╭──
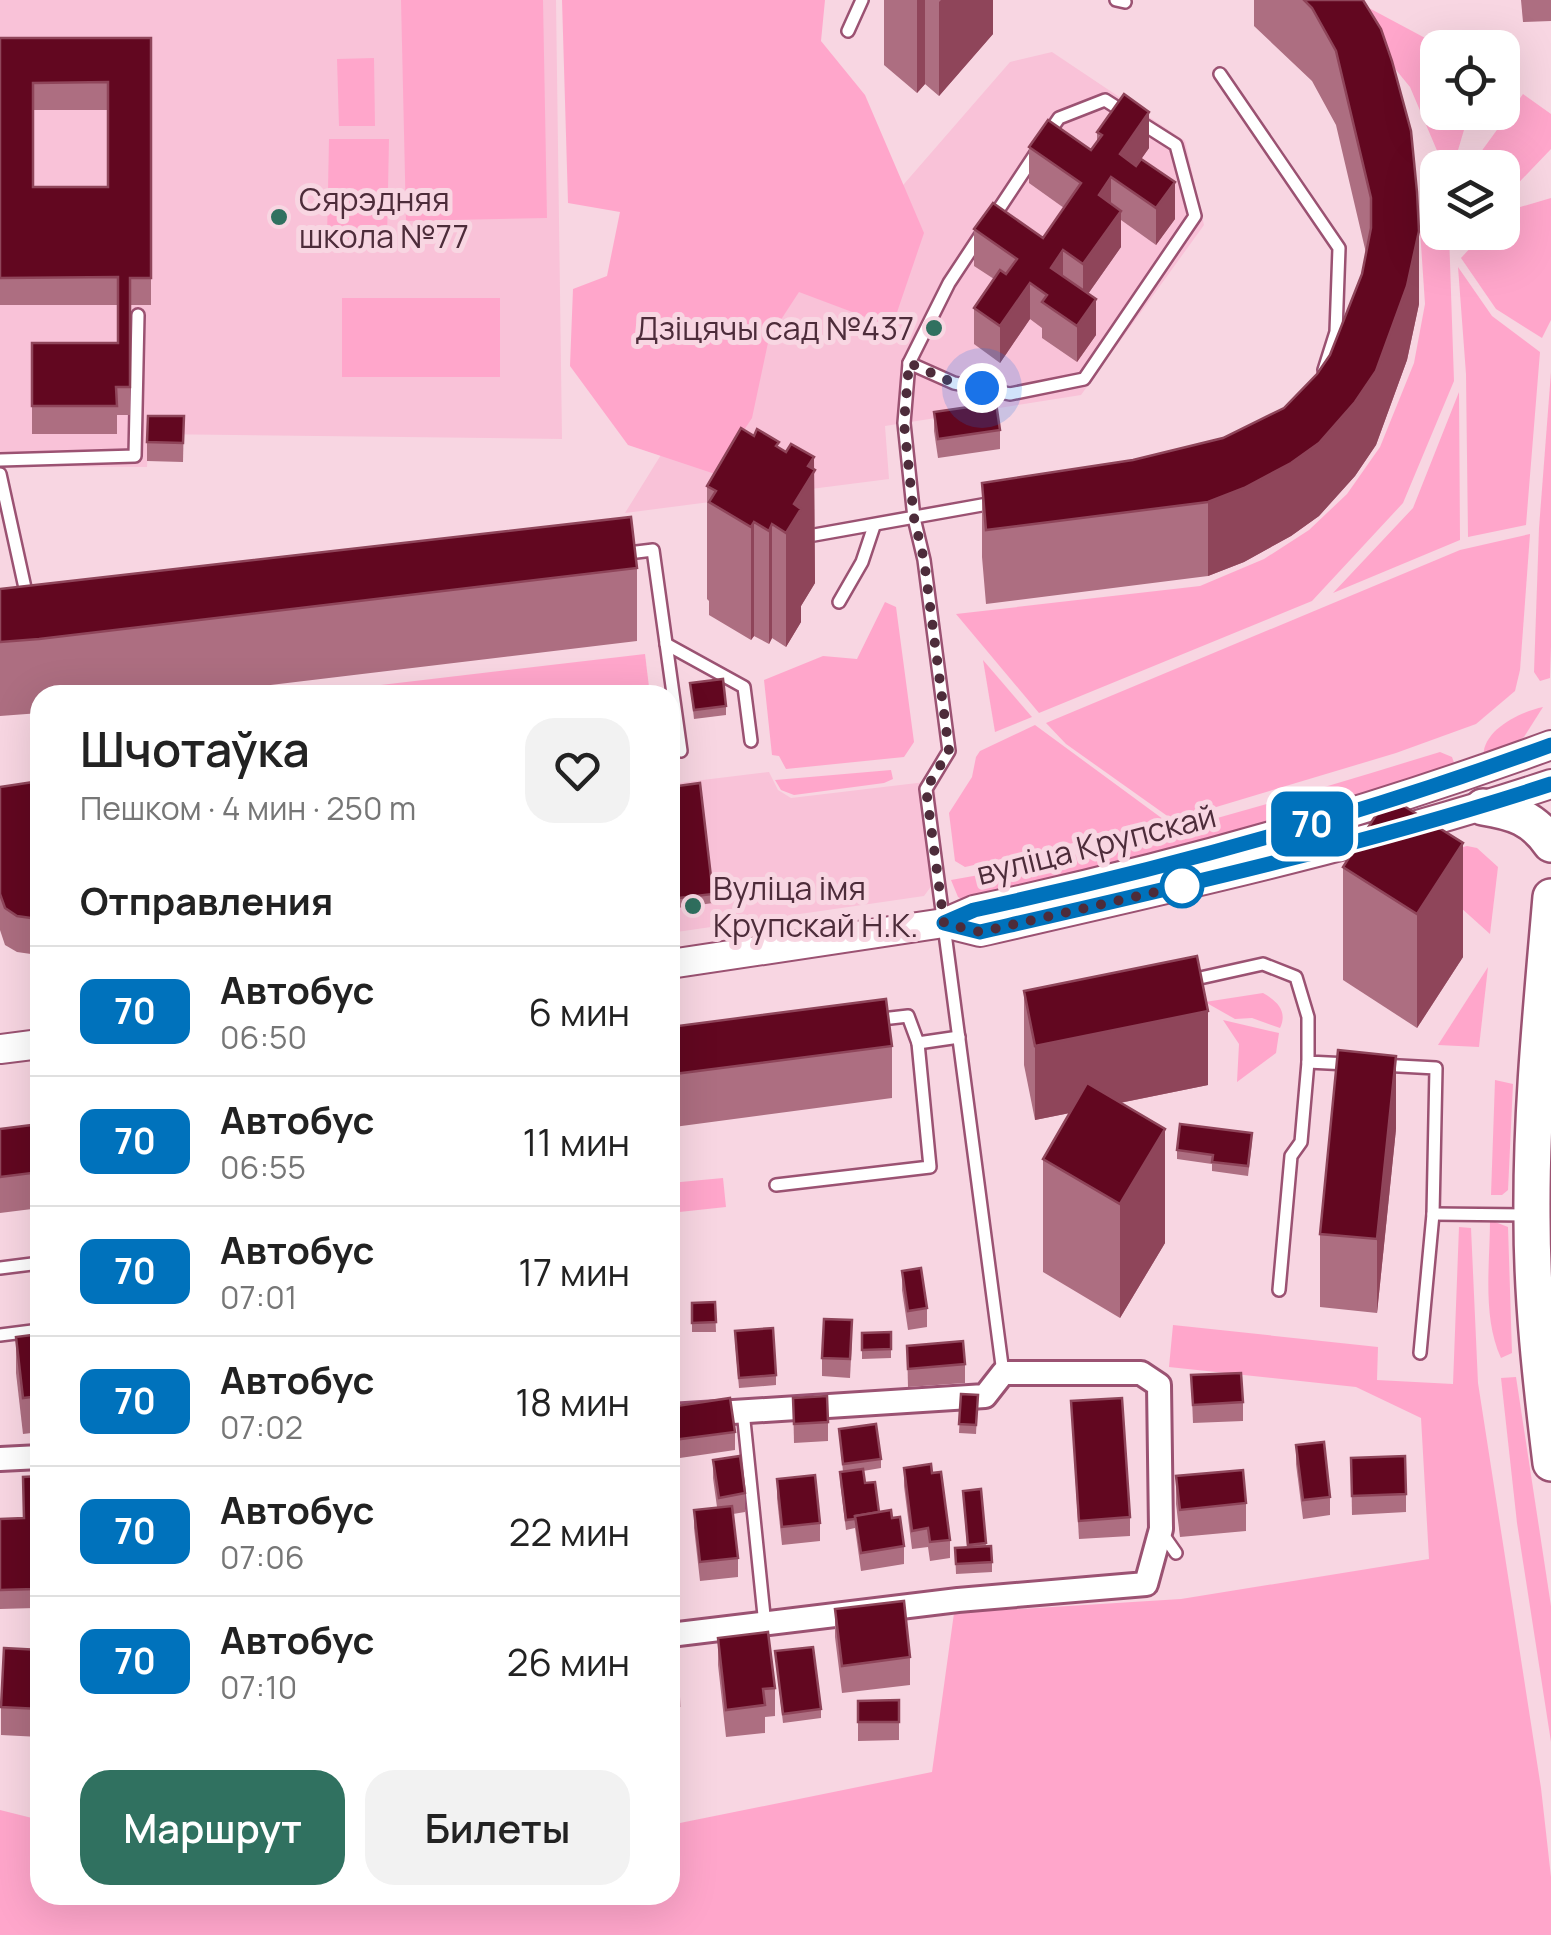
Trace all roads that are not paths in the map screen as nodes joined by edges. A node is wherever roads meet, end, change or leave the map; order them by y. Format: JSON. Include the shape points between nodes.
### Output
{"nodes":[{"id":1,"x":862,"y":0,"type":"edge"},
{"id":2,"x":848,"y":31,"type":"dead end"},
{"id":3,"x":1220,"y":74,"type":"dead end"},
{"id":4,"x":138,"y":314,"type":"dead end"},
{"id":5,"x":909,"y":363,"type":"junction"},
{"id":6,"x":1321,"y":380,"type":"edge"},
{"id":7,"x":0,"y":460,"type":"edge"},
{"id":8,"x":0,"y":474,"type":"edge"},
{"id":9,"x":1002,"y":502,"type":"edge"},
{"id":10,"x":914,"y":518,"type":"junction"},
{"id":11,"x":874,"y":526,"type":"junction"},
{"id":12,"x":803,"y":538,"type":"edge"},
{"id":13,"x":612,"y":556,"type":"edge"},
{"id":14,"x":839,"y":602,"type":"dead end"},
{"id":15,"x":32,"y":618,"type":"edge"},
{"id":16,"x":666,"y":644,"type":"junction"},
{"id":17,"x":672,"y":685,"type":"edge"},
{"id":18,"x":751,"y":741,"type":"dead end"},
{"id":19,"x":680,"y":744,"type":"edge"},
{"id":20,"x":1551,"y":745,"type":"edge"},
{"id":21,"x":681,"y":751,"type":"dead end"},
{"id":22,"x":1551,"y":784,"type":"edge"},
{"id":23,"x":1484,"y":806,"type":"junction"},
{"id":24,"x":1551,"y":844,"type":"edge"},
{"id":25,"x":1551,"y":896,"type":"edge"},
{"id":26,"x":944,"y":923,"type":"junction"},
{"id":27,"x":680,"y":963,"type":"edge"},
{"id":28,"x":1170,"y":985,"type":"edge"},
{"id":29,"x":869,"y":1020,"type":"edge"},
{"id":30,"x":959,"y":1037,"type":"junction"},
{"id":31,"x":918,"y":1043,"type":"junction"},
{"id":32,"x":30,"y":1045,"type":"edge"},
{"id":33,"x":0,"y":1049,"type":"edge"},
{"id":34,"x":1308,"y":1062,"type":"junction"},
{"id":35,"x":776,"y":1185,"type":"dead end"},
{"id":36,"x":1433,"y":1214,"type":"junction"},
{"id":37,"x":1532,"y":1216,"type":"junction"},
{"id":38,"x":30,"y":1264,"type":"edge"},
{"id":39,"x":0,"y":1268,"type":"edge"},
{"id":40,"x":1279,"y":1290,"type":"dead end"},
{"id":41,"x":30,"y":1331,"type":"edge"},
{"id":42,"x":0,"y":1335,"type":"edge"},
{"id":43,"x":1420,"y":1353,"type":"dead end"},
{"id":44,"x":1003,"y":1372,"type":"junction"},
{"id":45,"x":1546,"y":1385,"type":"edge"},
{"id":46,"x":743,"y":1411,"type":"junction"},
{"id":47,"x":680,"y":1415,"type":"edge"},
{"id":48,"x":30,"y":1458,"type":"edge"},
{"id":49,"x":0,"y":1459,"type":"edge"},
{"id":50,"x":1551,"y":1463,"type":"edge"},
{"id":51,"x":1161,"y":1529,"type":"junction"},
{"id":52,"x":1176,"y":1553,"type":"dead end"},
{"id":53,"x":765,"y":1625,"type":"junction"},
{"id":54,"x":680,"y":1633,"type":"edge"}],
"edges":[{"from":1,"to":2,"type":"lane"},
{"from":3,"to":6,"type":"lane","via":[[1339,248],[1336,332]]},
{"from":4,"to":7,"type":"lane","via":[[134,456]]},
{"from":5,"to":5,"type":"lane","via":[[954,383],[1010,394],[1084,379],[1195,216],[1176,145],[1105,100],[1059,118],[949,283]]},
{"from":5,"to":10,"type":"lane","via":[[904,423]]},
{"from":8,"to":15,"type":"lane"},
{"from":9,"to":10,"type":"lane"},
{"from":10,"to":11,"type":"lane"},
{"from":10,"to":26,"type":"lane","via":[[949,751],[926,789]]},
{"from":11,"to":12,"type":"lane"},
{"from":11,"to":14,"type":"lane"},
{"from":13,"to":16,"type":"lane","via":[[653,550]]},
{"from":16,"to":17,"type":"lane"},
{"from":16,"to":18,"type":"lane","via":[[744,688]]},
{"from":19,"to":21,"type":"lane"},
{"from":20,"to":26,"type":"street","name":"вуліца Крупскай","via":[[1269,838]]},
{"from":22,"to":23,"type":"street","name":"вуліца Крупскай"},
{"from":23,"to":24,"type":"main road","via":[[1520,814]]},
{"from":23,"to":26,"type":"street","name":"вуліца Крупскай","via":[[980,932]]},
{"from":25,"to":37,"type":"main road"},
{"from":26,"to":27,"type":"street","name":"вуліца Крупскай"},
{"from":26,"to":30,"type":"lane"},
{"from":28,"to":34,"type":"lane","via":[[1263,964],[1296,976],[1308,1018]]},
{"from":29,"to":31,"type":"lane","via":[[908,1016]]},
{"from":30,"to":31,"type":"lane"},
{"from":30,"to":44,"type":"lane"},
{"from":31,"to":35,"type":"lane","via":[[930,1167]]},
{"from":32,"to":33,"type":"street"},
{"from":34,"to":36,"type":"lane","via":[[1436,1068]]},
{"from":34,"to":40,"type":"lane","via":[[1301,1142],[1291,1156]]},
{"from":36,"to":37,"type":"lane"},
{"from":36,"to":43,"type":"lane"},
{"from":37,"to":45,"type":"main road"},
{"from":38,"to":39,"type":"lane"},
{"from":41,"to":42,"type":"lane"},
{"from":44,"to":46,"type":"street","via":[[984,1396]]},
{"from":44,"to":51,"type":"street","via":[[1141,1373],[1159,1385]]},
{"from":45,"to":50,"type":"main road"},
{"from":46,"to":47,"type":"street"},
{"from":46,"to":53,"type":"lane"},
{"from":48,"to":49,"type":"street"},
{"from":51,"to":52,"type":"lane"},
{"from":51,"to":53,"type":"street","via":[[1146,1584]]},
{"from":53,"to":54,"type":"street"}]}
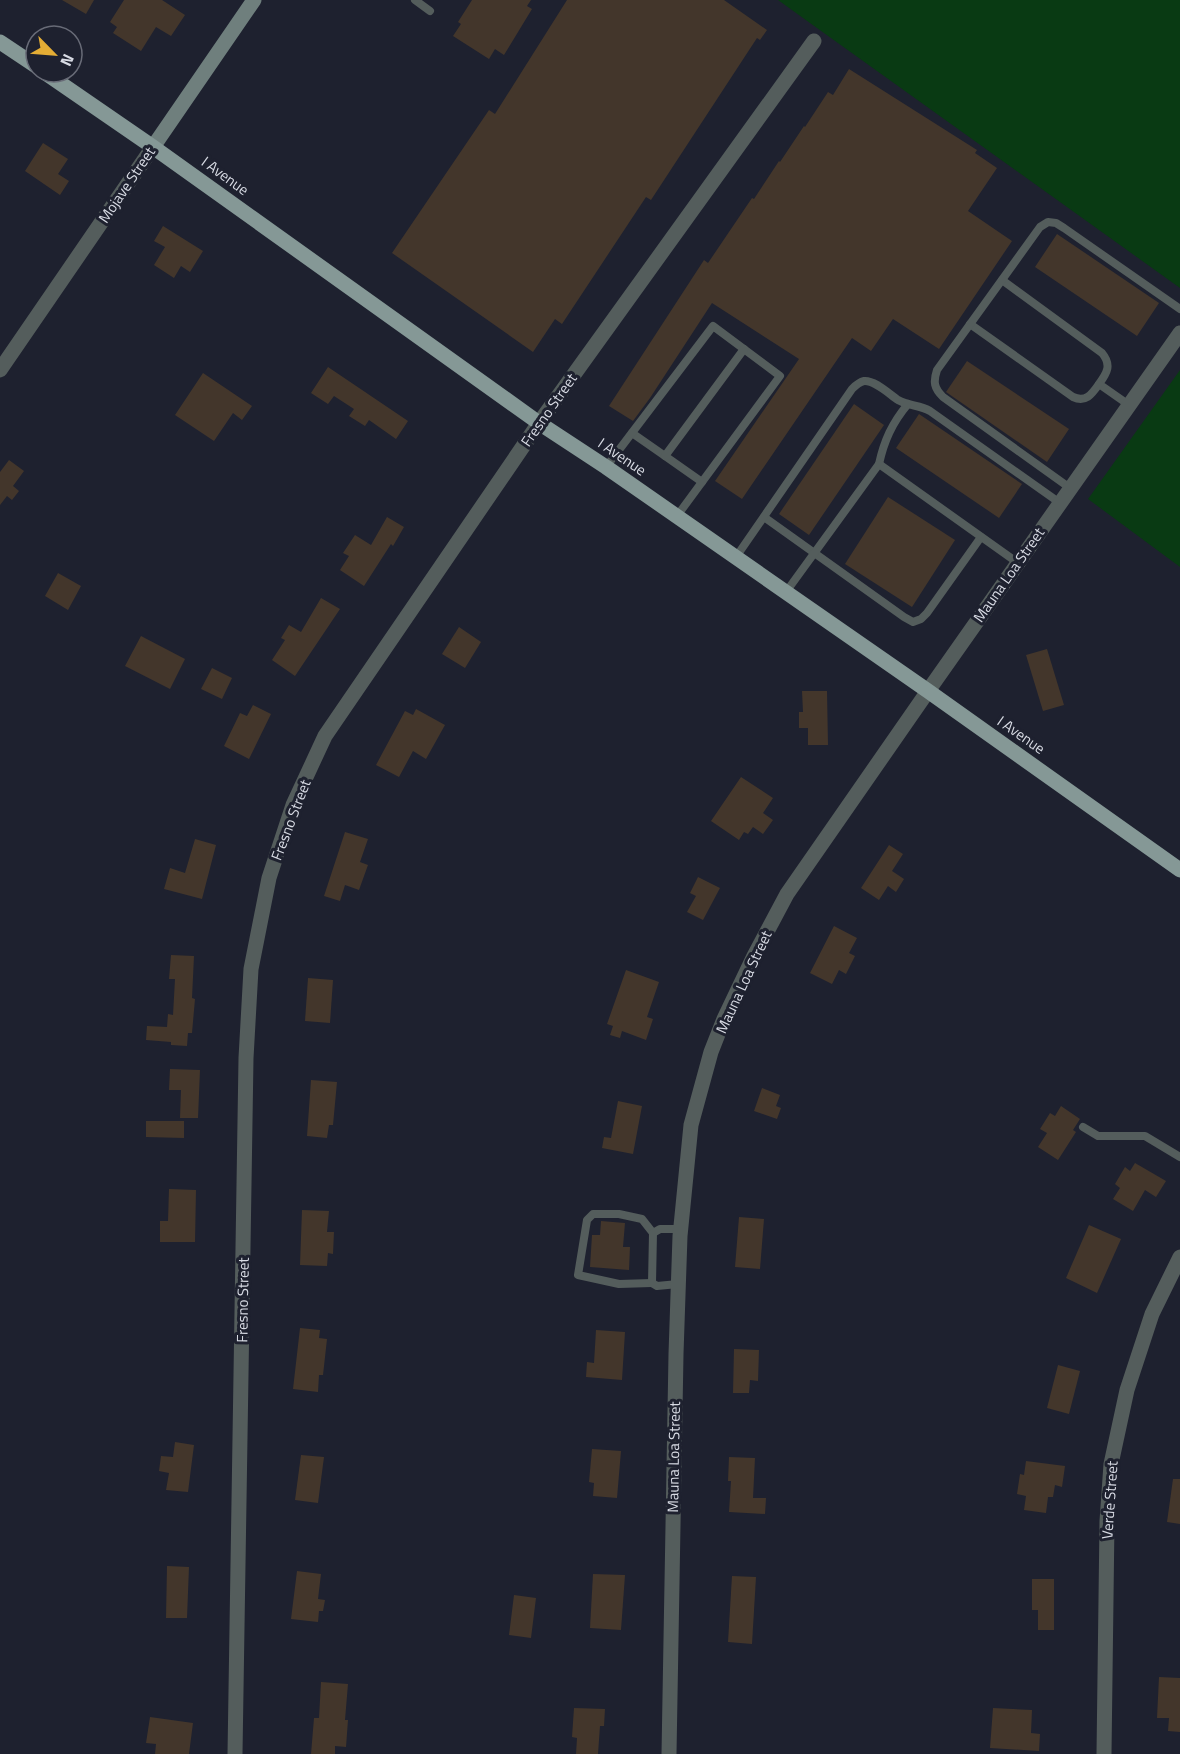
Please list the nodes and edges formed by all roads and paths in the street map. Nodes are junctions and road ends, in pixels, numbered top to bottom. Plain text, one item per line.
1 (254, 0) edge
2 (415, 0) edge
3 (429, 11) dead end
4 (814, 41) dead end
5 (0, 42) edge
6 (24, 58) edge
7 (61, 84) edge
8 (153, 147) junction
9 (1002, 280) junction
10 (1180, 309) edge
11 (970, 324) junction
12 (1180, 333) edge
13 (744, 349) junction
14 (0, 370) edge
15 (1099, 384) junction
16 (908, 404) junction
17 (1129, 405) junction
18 (539, 423) junction
19 (632, 433) junction
20 (664, 456) junction
21 (879, 464) junction
22 (606, 467) junction
23 (702, 482) junction
24 (1070, 488) junction
25 (1060, 503) junction
26 (677, 516) junction
27 (764, 517) junction
28 (981, 537) junction
29 (815, 553) junction
30 (736, 557) junction
31 (1018, 563) junction
32 (786, 592) junction
33 (928, 691) junction
34 (1180, 870) edge
35 (1083, 1127) dead end
36 (1180, 1157) edge
37 (680, 1229) junction
38 (653, 1233) junction
39 (1180, 1257) edge
40 (652, 1283) junction
41 (678, 1284) junction
42 (236, 1754) edge
43 (669, 1754) edge
44 (1104, 1754) edge

1 - 8 street, Mojave Street
2 - 3 lane
4 - 18 street, Fresno Street
5 - 6 main road
7 - 8 main road, I Avenue
8 - 14 street, Mojave Street
8 - 18 main road, I Avenue
9 - 10 lane
9 - 11 lane
9 - 15 lane
11 - 15 lane
11 - 24 lane
12 - 17 street, Mauna Loa Street
13 - 19 lane
13 - 20 lane
13 - 23 lane
15 - 17 lane
16 - 21 lane
16 - 25 lane
16 - 27 lane
17 - 24 street, Mauna Loa Street
18 - 22 main road, I Avenue
18 - 42 street, Fresno Street
19 - 20 lane
19 - 22 lane
20 - 23 lane
21 - 28 lane
21 - 29 lane
22 - 26 main road, I Avenue
23 - 26 lane
24 - 25 street, Mauna Loa Street
25 - 31 street, Mauna Loa Street
26 - 30 main road, I Avenue
27 - 29 lane
27 - 30 lane
28 - 29 lane
28 - 31 lane
29 - 32 lane
30 - 32 main road, I Avenue
31 - 33 street, Mauna Loa Street
32 - 33 main road, I Avenue
33 - 34 main road, I Avenue
33 - 37 street, Mauna Loa Street
35 - 36 lane
37 - 38 lane
37 - 41 street, Mauna Loa Street
38 - 40 lane
38 - 40 lane
39 - 44 street, Verde Street
40 - 41 lane
41 - 43 street, Mauna Loa Street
╰──
**The task**
All lines with the word "edges" must be located in the data and copied.

**Reply to the exercise**
Trace all roads that are not paths in the map screen as nodes joined by edges. A node is wherever roads meet, end, change or leave the map; order them by y. Format: JSON. Include the shape points between nodes.
"edges":[{"from":1,"to":2,"type":"lane"},
Please list the nodes and edges formed by all roads and paths in the street map. Nodes are junctions and road ends, in pixels, numbered top to bottom. Plain text, one item per line.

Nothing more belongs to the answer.